③ 今回であればイベント限定ワインなのでPOPな感じにしたいけど色はそんなに使いたくないという要望だったので、「単色であればシンプルな印象で文字も目に入りやすいですね」一方で「イベントなのですっきりしすぎるとありきたりなものに寄ってしまうかもしれません」とメリットデメリットを説明した上で、「単色の色は背景に使って文字部分を白や黒にするとインパクトは残せますよ」とデメリットをうまく使う提案も合わせて話す。そうすることで相手の理解も深まり、デメリットを話すことで信頼感も生まれやすい。それならばと相手からの提案も弾んでくる。

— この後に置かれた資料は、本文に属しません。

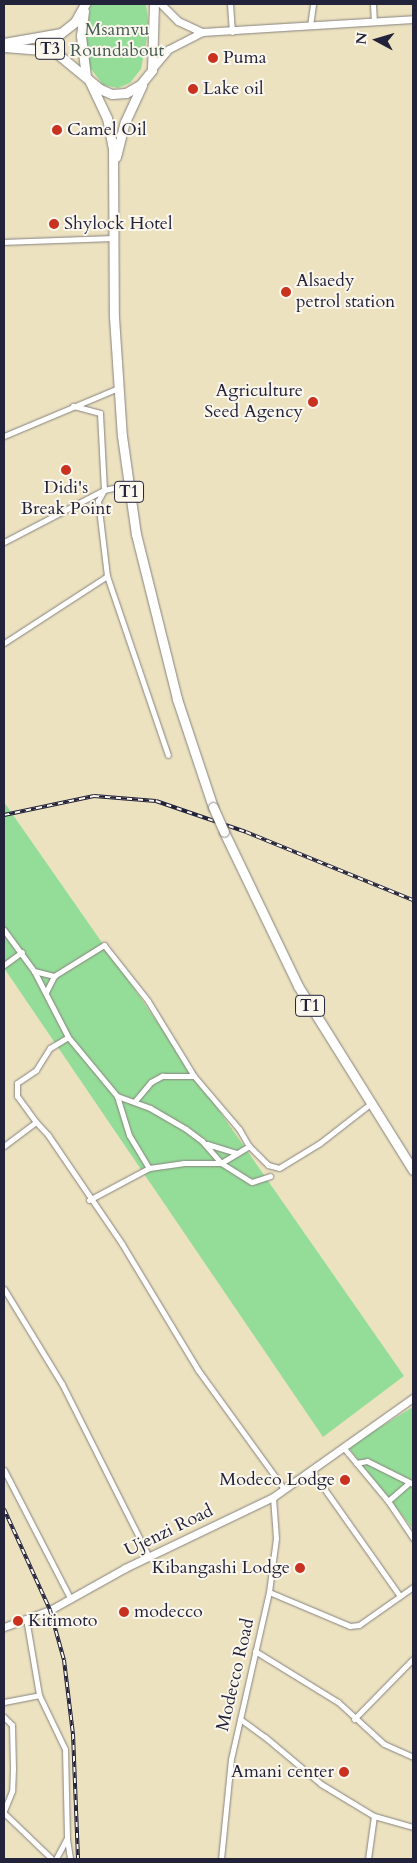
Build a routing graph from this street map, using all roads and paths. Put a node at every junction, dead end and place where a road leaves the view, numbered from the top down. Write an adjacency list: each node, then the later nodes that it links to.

④ デザインは作品ではなく問題解決(お店をよりしってもらいたい、同じものが好きな人に集まってもらいたいなど)の手段なので ”理由” が必要です。なぜ赤を選んだのか、なぜ文字の大きさは28ptなのか、なぜ文字の間隔は5mmなのか。なぜラベルの形は縦長なのか、なぜこのフォントなのか、なぜこの形を入れたのか。それらを自分の中で言葉にし、相手にはそれが完成品を見てただけで伝わらなくてはいけません。(飲み物を買うのにいちいちラベルデザインの説明なんてきかないですよね)そのためにプロの手法をまねて色・形・大きさを比較したうえでだめなものを除いていきました。

取り入れたプロの手法

プロの手法として真似したのは

・ヒアリングに仮説を持っていき、検証を重ねる
・ツールは目的にあったものを使う(Pinterest、Canva、illustrator)
・比較検討をし最適なものを選ぶために作りまくる
・デザインの理由を言語化する

なんとなくダサい、なんかイメージと違う。をなくすためにラフも合わせるとおよそ200種類は作り、実際の大きさで印刷して見比べました。


真ん中のBANGの文字間隔(横)の検討ページ

他にも色やフォント、余白の大きさなど部分毎に比較を重ねました。
さらに酒屋さんに行き、作ったラベルを貼ったときの大きさやビンの色との調和を考え再度微調整。こうしてみることでなんなく微妙がなくなりこっちの方がいいと自信をもって言えるようになりました。無駄なものをたくさん作ることで予想ではなく適切なものを確かめることができました。

こうしてできあがったデザイン

完成したものを自分の中で言語化

出来たデザインは大したものではありませんでしたが、デザインを生み出すプロセスには納得できています。こうすることで間違った努力や時間のかけかたの経験値をつめたと感じました。今回の方法は空間のデザインや組織のデザインにも通じる部分があるのではないでしょうか。これからも楽しくデザインと関わっていきたいです。